Chile will return to Cannes Docs in 2026 through a new regional format, joining Colombia for the inaugural Docs-in-Progress Chile & Colombia Showcase at the Marché du Film on Monday, 18 March, 2026. The showcase will take place during the Cannes market, running from 12 to 20 May, and will present four Latin American non-fiction projects at an advanced stage of development, two from each country.
For Chile, the initiative continues a sustained presence at Cannes Docs. In 2024, Chiledoc led a delegation of 18 Chilean documentary producers and presented four projects in the Docs-in-Progress Showcase, while its 2022 participation included Malqueridas, which would later become one of the country’s key recent international documentary successes. The 2026 edition marks a shift in scale and strategy, as Chiledoc and Proimágenes Colombia combine their national platforms into a shared showcase intended to strengthen Latin American visibility through collaboration.

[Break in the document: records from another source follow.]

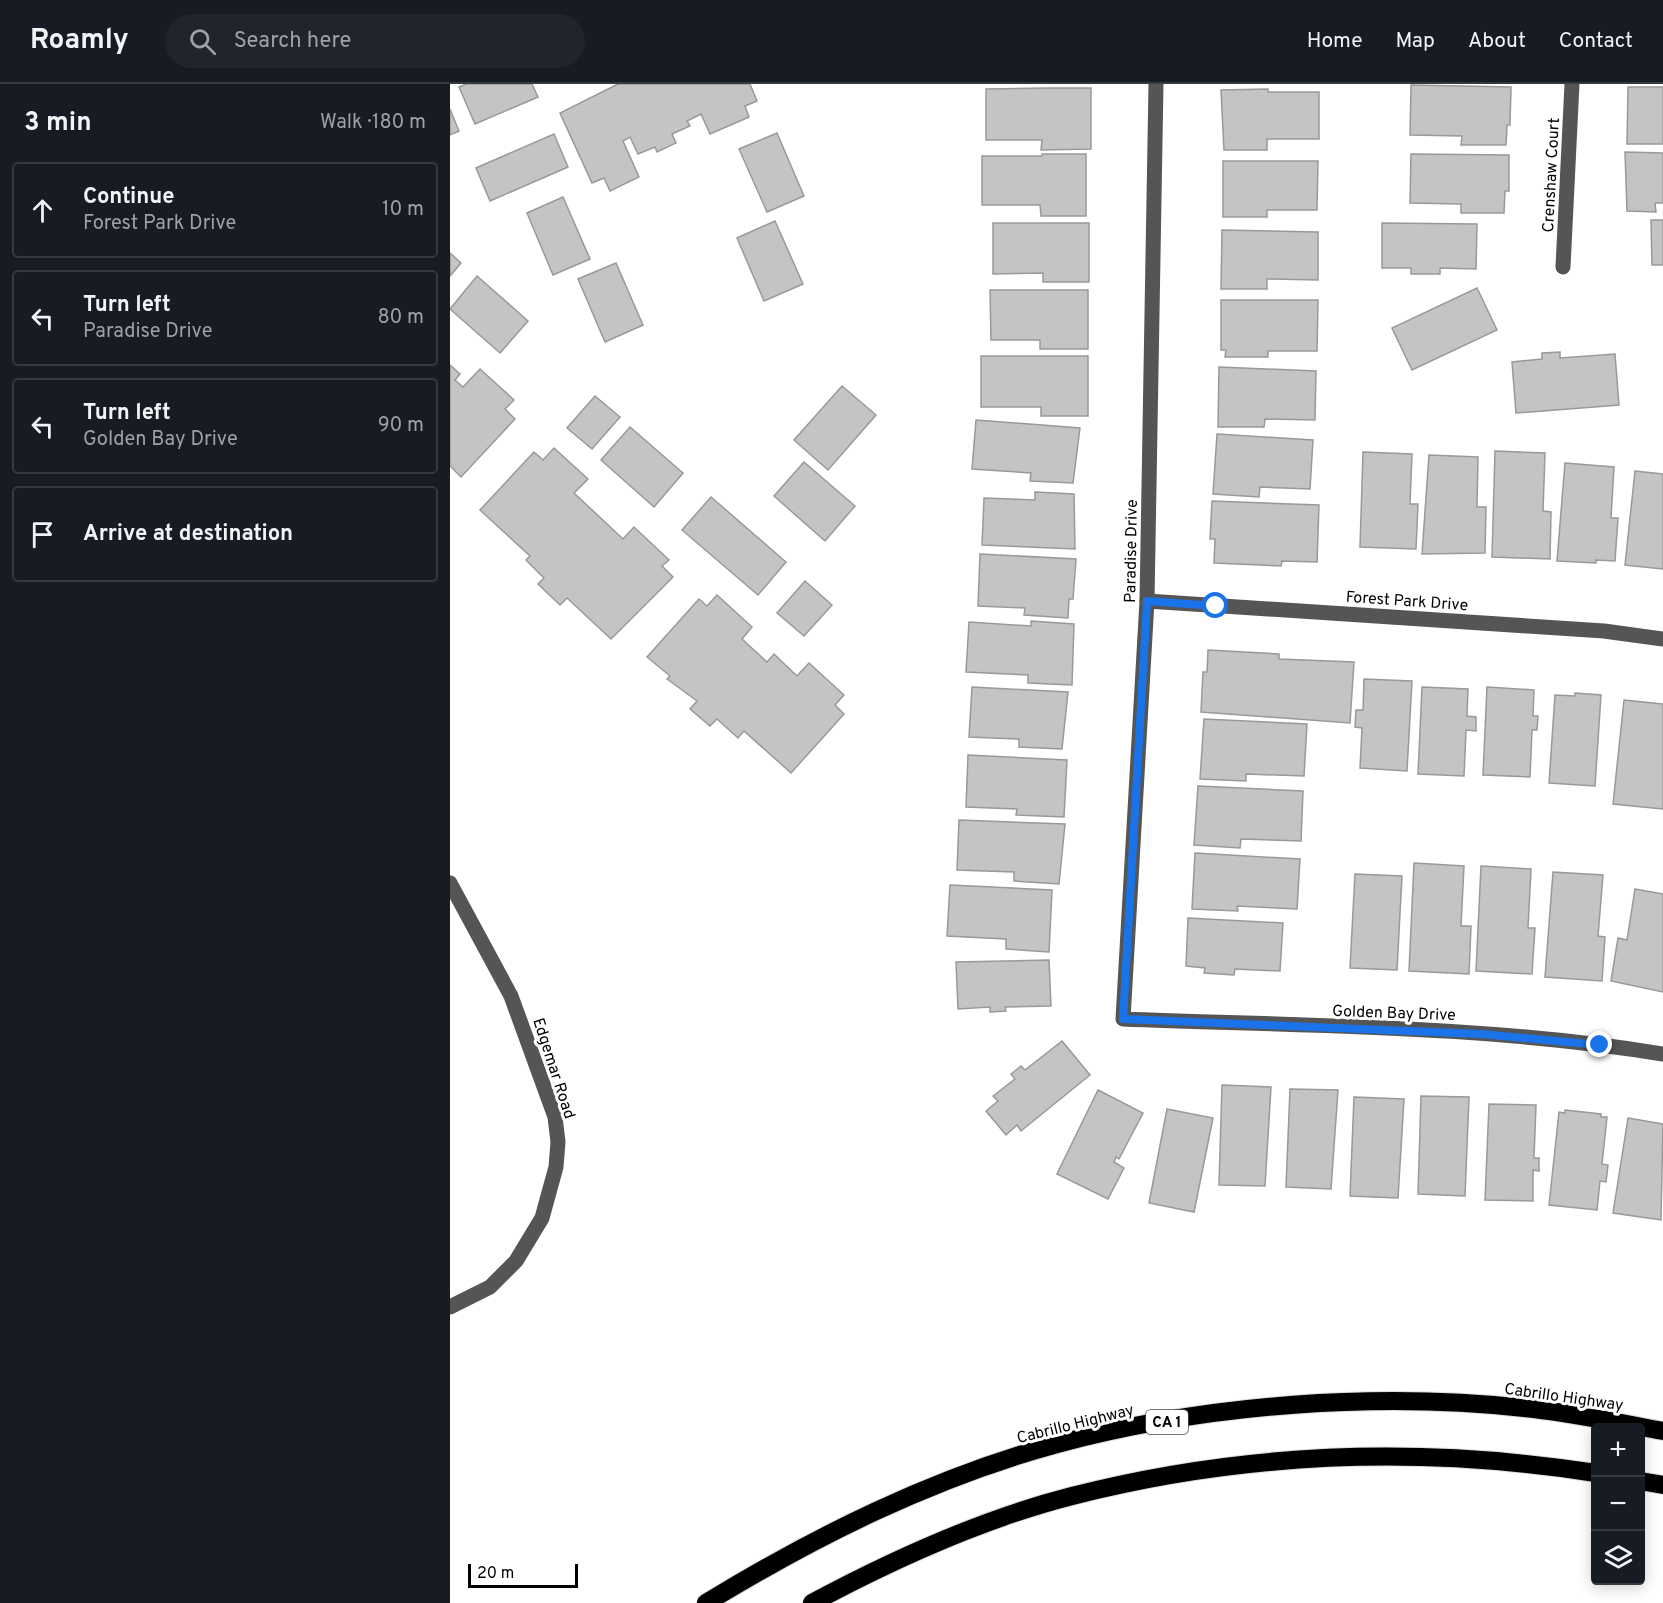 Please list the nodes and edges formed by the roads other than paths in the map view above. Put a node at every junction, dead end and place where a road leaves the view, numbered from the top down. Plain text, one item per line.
1 (1156, 84) edge
2 (1572, 84) edge
3 (1563, 267) dead end
4 (1147, 601) junction
5 (1663, 639) edge
6 (450, 883) edge
7 (1123, 1019) joint
8 (1663, 1054) edge
9 (450, 1307) edge
10 (1663, 1431) edge
11 (1591, 1472) edge
12 (1645, 1482) edge
13 (1663, 1485) edge
14 (706, 1603) edge
15 (812, 1603) edge

1 - 4 street, Paradise Drive
2 - 3 street, Crenshaw Court
4 - 5 street, Forest Park Drive
4 - 7 street, Paradise Drive
6 - 9 street, Edgemar Road
7 - 8 street, Golden Bay Drive
10 - 14 highway, Cabrillo Highway / CA 1
11 - 15 highway
12 - 13 highway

The Chilean projects selected are Burning Daddy and The Boy Girl and the Gothik Whale. Burning Daddy, directed by Tana Gilbert, is a Chile, Germany and Spain co-production produced by Paola Castillo, Dirk Manthey, Carolina Astudillo and Wendy Espinal. Gilbert and Castillo previously participated in Cannes Docs in 2022 with Malqueridas, which won the Alpha Panda Award and later received three major awards at the 2023 Venice International Critics’ Week. Her second feature follows Camila and her family as they reconstruct the figure of her father, a charismatic con man, through photographs, legal records and memories fractured by violence.

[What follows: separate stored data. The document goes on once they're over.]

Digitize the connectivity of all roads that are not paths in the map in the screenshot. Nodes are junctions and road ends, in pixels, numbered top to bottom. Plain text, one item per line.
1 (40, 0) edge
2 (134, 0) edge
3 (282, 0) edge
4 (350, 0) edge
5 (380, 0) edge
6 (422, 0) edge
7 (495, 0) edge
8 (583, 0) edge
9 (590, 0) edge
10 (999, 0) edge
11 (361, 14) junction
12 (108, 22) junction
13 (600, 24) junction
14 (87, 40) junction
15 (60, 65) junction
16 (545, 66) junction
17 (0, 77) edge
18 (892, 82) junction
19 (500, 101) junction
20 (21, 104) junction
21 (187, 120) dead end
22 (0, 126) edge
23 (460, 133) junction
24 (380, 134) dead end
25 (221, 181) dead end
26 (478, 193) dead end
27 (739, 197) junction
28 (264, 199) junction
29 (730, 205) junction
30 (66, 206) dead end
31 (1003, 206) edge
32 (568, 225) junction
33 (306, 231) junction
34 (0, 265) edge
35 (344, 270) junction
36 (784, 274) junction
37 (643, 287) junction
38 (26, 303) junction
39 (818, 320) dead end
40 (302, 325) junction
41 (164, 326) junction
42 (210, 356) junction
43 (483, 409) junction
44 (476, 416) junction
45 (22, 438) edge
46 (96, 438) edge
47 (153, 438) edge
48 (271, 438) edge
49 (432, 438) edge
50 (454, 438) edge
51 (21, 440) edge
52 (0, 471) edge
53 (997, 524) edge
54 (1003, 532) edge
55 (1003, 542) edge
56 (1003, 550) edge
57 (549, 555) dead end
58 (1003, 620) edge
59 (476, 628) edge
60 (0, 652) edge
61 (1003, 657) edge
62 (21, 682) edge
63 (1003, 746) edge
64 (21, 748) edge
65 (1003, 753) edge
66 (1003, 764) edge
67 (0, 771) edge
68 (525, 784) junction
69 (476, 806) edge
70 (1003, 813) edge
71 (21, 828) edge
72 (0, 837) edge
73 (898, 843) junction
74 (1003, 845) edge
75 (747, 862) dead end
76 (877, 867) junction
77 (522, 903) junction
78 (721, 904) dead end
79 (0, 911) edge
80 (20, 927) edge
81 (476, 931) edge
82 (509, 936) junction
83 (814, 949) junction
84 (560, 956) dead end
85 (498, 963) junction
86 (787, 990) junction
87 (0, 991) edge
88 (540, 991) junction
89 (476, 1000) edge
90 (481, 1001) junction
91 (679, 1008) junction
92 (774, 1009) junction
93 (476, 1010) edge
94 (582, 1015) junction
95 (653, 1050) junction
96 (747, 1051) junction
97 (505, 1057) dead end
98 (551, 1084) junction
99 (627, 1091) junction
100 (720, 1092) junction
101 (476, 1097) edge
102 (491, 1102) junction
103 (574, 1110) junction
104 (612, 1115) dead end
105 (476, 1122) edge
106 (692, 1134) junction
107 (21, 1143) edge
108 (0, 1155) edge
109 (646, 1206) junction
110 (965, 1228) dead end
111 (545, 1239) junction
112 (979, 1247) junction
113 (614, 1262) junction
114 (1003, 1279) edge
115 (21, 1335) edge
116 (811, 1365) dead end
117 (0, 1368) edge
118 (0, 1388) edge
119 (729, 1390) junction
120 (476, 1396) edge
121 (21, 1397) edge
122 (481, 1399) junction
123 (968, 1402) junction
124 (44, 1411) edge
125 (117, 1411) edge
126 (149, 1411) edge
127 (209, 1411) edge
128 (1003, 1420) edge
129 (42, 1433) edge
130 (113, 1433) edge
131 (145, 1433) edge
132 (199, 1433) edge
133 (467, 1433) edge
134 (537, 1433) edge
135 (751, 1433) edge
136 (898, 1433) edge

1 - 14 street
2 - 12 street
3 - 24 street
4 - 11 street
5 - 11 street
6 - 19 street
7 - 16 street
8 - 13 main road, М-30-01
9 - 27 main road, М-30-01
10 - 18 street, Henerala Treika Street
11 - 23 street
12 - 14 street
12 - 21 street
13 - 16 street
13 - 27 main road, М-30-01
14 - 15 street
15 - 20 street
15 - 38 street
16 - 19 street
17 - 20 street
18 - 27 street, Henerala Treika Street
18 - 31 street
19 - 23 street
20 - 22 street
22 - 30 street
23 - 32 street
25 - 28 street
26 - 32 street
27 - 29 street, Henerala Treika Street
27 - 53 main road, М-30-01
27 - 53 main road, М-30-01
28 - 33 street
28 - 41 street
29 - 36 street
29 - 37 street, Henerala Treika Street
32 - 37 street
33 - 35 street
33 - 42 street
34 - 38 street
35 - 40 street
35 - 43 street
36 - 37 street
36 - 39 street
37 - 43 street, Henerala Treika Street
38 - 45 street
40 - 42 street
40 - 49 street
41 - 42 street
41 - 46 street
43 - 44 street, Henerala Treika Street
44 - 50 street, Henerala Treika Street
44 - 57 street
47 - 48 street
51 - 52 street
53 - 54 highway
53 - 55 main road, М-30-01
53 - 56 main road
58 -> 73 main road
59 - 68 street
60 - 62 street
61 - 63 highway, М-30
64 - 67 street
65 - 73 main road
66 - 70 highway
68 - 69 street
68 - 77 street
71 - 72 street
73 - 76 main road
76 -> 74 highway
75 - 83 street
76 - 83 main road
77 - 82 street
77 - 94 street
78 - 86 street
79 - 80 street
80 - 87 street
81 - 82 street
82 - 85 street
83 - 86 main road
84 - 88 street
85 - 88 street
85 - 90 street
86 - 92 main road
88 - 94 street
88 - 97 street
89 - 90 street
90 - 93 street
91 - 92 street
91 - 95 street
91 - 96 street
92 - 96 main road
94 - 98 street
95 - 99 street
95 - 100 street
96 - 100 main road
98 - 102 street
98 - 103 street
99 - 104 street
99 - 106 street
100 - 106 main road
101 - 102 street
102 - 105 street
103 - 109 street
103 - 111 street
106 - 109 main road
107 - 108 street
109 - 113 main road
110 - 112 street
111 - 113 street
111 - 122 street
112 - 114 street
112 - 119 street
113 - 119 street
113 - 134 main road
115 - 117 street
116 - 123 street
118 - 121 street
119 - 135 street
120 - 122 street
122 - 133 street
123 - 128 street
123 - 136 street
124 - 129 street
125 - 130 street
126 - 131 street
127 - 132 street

The second Chilean title, The Boy Girl and the Gothik Whale, is directed by Sidka Saavedra and produced by Constanza Schmidt, Sidka Saavedra and Claudia León as a Chile-Argentina co-production. The project arrives at Cannes after IDFAcademy in 2025 and selection at the FICGuadalajara Docu Lab. Set within Buenos Aires’ underground drag scene, the film follows Orka Gótika while Saavedra’s own journey leads him toward discovering his identity as a trans man.
Colombia’s presence in the showcase is led by Chilapa’s Girl and Antipodal Dreams. Directed by Juana Lotero and produced by Anahí Farfán, Daniel Sánchez and Lotero, Chilapa’s Girl follows Yulieth, a rebellious young woman growing up in a border territory marked by natural beauty, machismo, early motherhood and inherited cycles of violence. Antipodal Dreams, directed and produced by Juanita Onzaga, is described by the filmmaker as her first docufiction feature. Centred on a young Colombian dancer carrying the death of her brother during a silenced historical uprising, the film moves through embodied memory, dreams and collective creation before opening toward Thailand as an antipodal site of ritual and mourning. According to Carlos Moreno, Head of Promotion at Proimágenes Colombia, both projects are distinguished by the strength of their auteur vision and their attention to visual and sound construction.
Cannes Docs has become a key platform for the international visibility of Chilean and Colombian documentary, connecting filmmakers with festivals, sales agents, distributors and exhibitors. The 2026 showcase also underlines a broader regional ambition, presenting documentary as part of a Latin American field increasingly defined by auteur perspectives, hybrid forms, queer self-representation, archival intimacy, and political imagination.